By cutting the counter electrode 18 into a long rectangular shape, it is possible to pattern the counter electrode in the same manner as in the prior art, so that the complexity of the associated process is not increased. 9 is an example of the panel configuration of FIG. 6 and shows a cross section of the pixel configuration in the data bus line direction.

9, the counter electrode 23 formed on the portion of the glass substrate 29 corresponding to the area between the pixel electrodes 25 is patterned in parallel with the data bus line.

In the configuration shown in Fig. 9, since the counter electrode 23 is formed only in the area facing the data bus line direction between the pixel electrodes 25, it is possible to reduce the capacitance between the data bus line and the counter electrode. In addition, it is possible to reduce the capacitance between the counter electrode 23 and each electrode on the glass substrate 29.

In the configuration shown in Fig. 9, the panel capacitance of the 6.5-inch VGA panel (capacitance between the counter electrode 23 and each electrode on the glass substrate 29) is about 40 mW, which is equivalent to that of the conventional panel configuration shown in Fig. 3. About half the panel capacity of about 80 Hz.

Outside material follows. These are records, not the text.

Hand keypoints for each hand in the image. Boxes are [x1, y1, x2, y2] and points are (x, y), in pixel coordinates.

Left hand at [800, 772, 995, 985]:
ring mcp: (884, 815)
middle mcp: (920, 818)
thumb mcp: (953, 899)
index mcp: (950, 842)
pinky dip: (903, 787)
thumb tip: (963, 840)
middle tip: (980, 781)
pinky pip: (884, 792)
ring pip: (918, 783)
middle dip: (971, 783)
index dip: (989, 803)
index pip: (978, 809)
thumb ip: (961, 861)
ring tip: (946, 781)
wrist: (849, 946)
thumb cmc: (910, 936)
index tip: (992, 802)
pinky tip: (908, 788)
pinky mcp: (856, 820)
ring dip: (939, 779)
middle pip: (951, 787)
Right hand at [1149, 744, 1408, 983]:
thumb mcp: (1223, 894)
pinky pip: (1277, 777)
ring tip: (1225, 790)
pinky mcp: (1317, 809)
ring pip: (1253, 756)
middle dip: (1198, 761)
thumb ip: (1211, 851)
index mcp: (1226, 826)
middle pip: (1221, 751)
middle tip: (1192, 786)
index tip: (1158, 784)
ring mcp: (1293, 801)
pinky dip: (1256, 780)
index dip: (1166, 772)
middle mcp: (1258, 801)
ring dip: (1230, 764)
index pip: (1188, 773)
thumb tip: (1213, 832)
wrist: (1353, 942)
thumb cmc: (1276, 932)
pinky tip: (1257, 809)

Moreover, in this embodiment as shown in Fig. 5, since the counter electrode is divided into two and driven by two driving circuits, the load capacitance is half of the capacitance when driven by one driving circuit. By doing so, the resonance time proportional to the Cp value represented by Equation (6) is shortened, and the peak voltage V (N1) [T / 2] which is inversely proportional to the Cp value represented by Equation (1) increases, and the Vdd voltage source The power consumption from is reduced. By adopting the configuration shown in Fig. 5, it is possible to drive low power consumption by using the dot inversion driving method characterized by a small amount of poor image quality.

(Example 6)

Figure 10 shows another embodiment of the present invention. First, when forming the two electrode groups 16 and 17 as described in Example 5, as shown in Fig. 10, the one patterned counter electrode 18 is formed of a conductive film 30 of Cr or Al. By electrically connecting to the C2 position by a conductor such as this, an electrode group 16 having a uniform potential is formed.

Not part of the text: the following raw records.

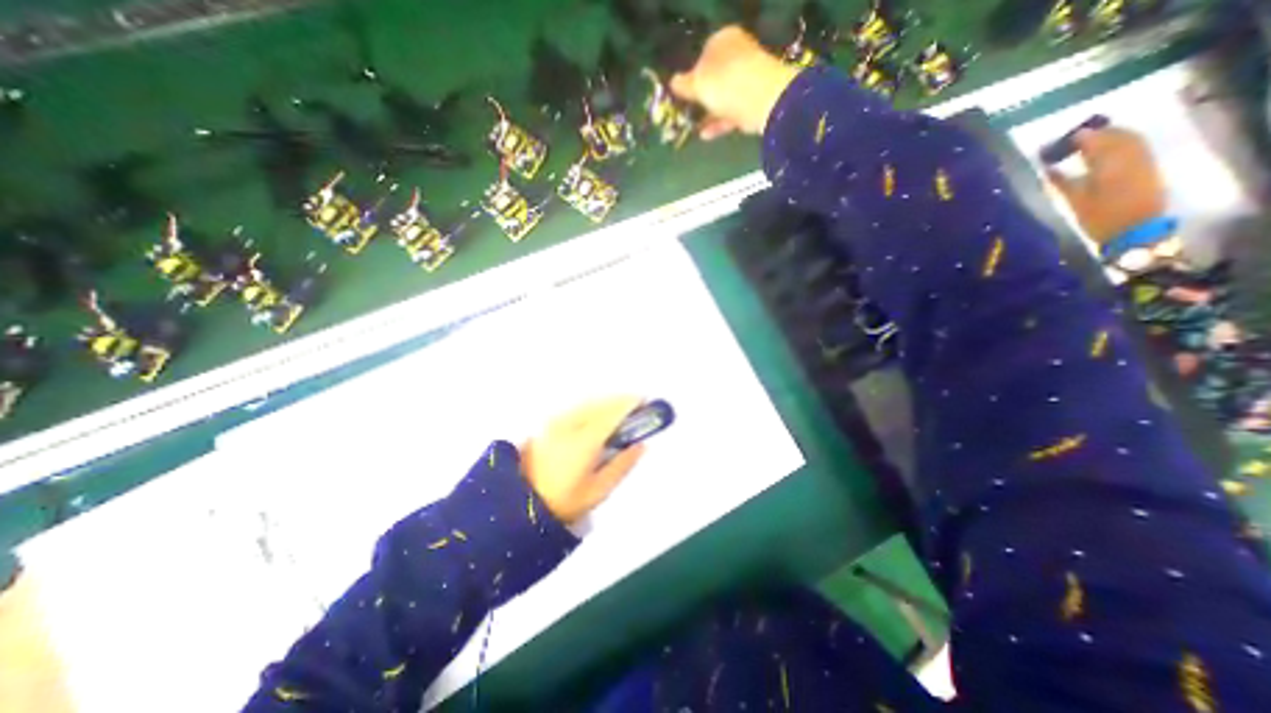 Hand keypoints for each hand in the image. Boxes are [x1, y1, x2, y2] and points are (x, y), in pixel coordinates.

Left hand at [522, 398, 649, 525]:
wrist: (520, 504)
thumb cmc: (563, 502)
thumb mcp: (598, 491)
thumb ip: (622, 465)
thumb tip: (641, 445)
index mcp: (585, 440)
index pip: (613, 413)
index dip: (631, 405)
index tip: (647, 402)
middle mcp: (571, 424)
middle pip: (601, 403)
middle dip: (621, 401)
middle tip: (638, 407)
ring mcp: (557, 421)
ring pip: (589, 403)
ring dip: (607, 402)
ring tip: (621, 411)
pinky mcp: (550, 424)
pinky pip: (578, 407)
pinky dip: (593, 406)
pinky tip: (599, 415)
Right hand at [669, 24, 797, 139]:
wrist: (759, 101)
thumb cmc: (724, 83)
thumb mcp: (697, 83)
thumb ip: (683, 85)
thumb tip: (672, 83)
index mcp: (723, 40)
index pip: (703, 55)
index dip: (691, 75)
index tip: (681, 94)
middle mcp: (737, 56)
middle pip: (713, 79)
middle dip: (700, 98)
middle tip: (685, 113)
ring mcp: (747, 80)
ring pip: (721, 99)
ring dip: (706, 114)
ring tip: (691, 128)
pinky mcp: (752, 103)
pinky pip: (730, 114)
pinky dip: (717, 124)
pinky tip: (704, 136)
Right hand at [1047, 129, 1163, 248]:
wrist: (1134, 229)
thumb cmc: (1098, 217)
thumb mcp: (1074, 201)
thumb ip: (1061, 181)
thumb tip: (1047, 167)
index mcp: (1108, 163)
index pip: (1094, 140)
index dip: (1077, 138)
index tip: (1058, 142)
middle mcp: (1129, 155)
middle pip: (1115, 134)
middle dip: (1095, 134)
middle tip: (1073, 141)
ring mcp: (1143, 159)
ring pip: (1128, 138)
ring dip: (1109, 136)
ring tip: (1089, 144)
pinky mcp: (1149, 165)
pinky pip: (1136, 145)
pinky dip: (1121, 143)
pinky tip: (1107, 151)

Next, after the insulating film is deposited onto the counter electrode 18, the counter electrode patterned by etching at the same position as C1, unlike the counter electrode where the contact holes 32 are joined to form the electrode group 16, is formed. And then they are electrically connected through a conductor such as a conductive film 31 of Cr or Al, thereby forming an electrode group 17 having a uniform potential.

By forming the electrode groups 16 and 17 having the configuration as shown in Fig. 10, since it is possible to write to the counter electrode 18 from the top and the bottom, it is possible to carry out driving of low power consumption with improved efficiency. It is possible.

(Example 7)

8 shows another embodiment of the present invention. In this embodiment, in the active matrix liquid crystal panel, a low power consumption driving circuit having a different configuration is used to enable dot reverse driving. The panel configuration is as shown in Fig. 6, in which the counter electrodes 18 are connected together with one filtered line to form two electrode groups 16 and 17.

The coil 1 is connected in series with the electrode group 16 through the CMOS transfer gate 30 formed by the NMOS transistor 3 and the PMOS transistor 4, and the electrode group 17 is in series with the coil 1. By connecting to, a series LC resonant circuit is formed. The PMOS transistor 5 is connected between the electrode group 16 and the positive drive voltage voltage source Vdd, and the NMOS transistor 6 is connected between the electrode group 16 and the ground terminal.

The PMOS transistor 20 is connected between the electrode group 17 and the positive drive voltage voltage source Vdd, and the NMOS transistor 21 is connected between the electrode group 17 and the ground terminal. The drive signal waveform is as shown in FIG.

During the second time period, the terminal voltage V (N2) of the electrode group 16 is kept set to 0 V, and at the same time, the terminal voltage V (N3) of the electrode group 17 is kept set to Vdd. In contrast, during the fourth time period, the terminal voltage V (N2) of the electrode group 16 is maintained at Vdd, and at the same time, the terminal voltage V (N3) of the electrode group 17 is kept at 0V. do.

Compared to the configuration shown in FIG. 5, the difference in the configuration of FIG. 8 is that it is sufficient to have only one CMOS transfer gate formed from the coil 1 and the NMOS transistor 3 and the PMOS transistor 4. No capacitance 2 is required, and also to drive the terminal voltage V (N3) of the electrode group 16 and the terminal voltage V (N2) of the electrode group 17 simultaneously, the PMOS transistor 20 and the NMOS. The transistor 21 is added. The basic circuit configuration of the configuration of FIG. 8 is shown in FIG. The results obtained from the driving experiments of the circuit of FIG. 11 are shown in FIG.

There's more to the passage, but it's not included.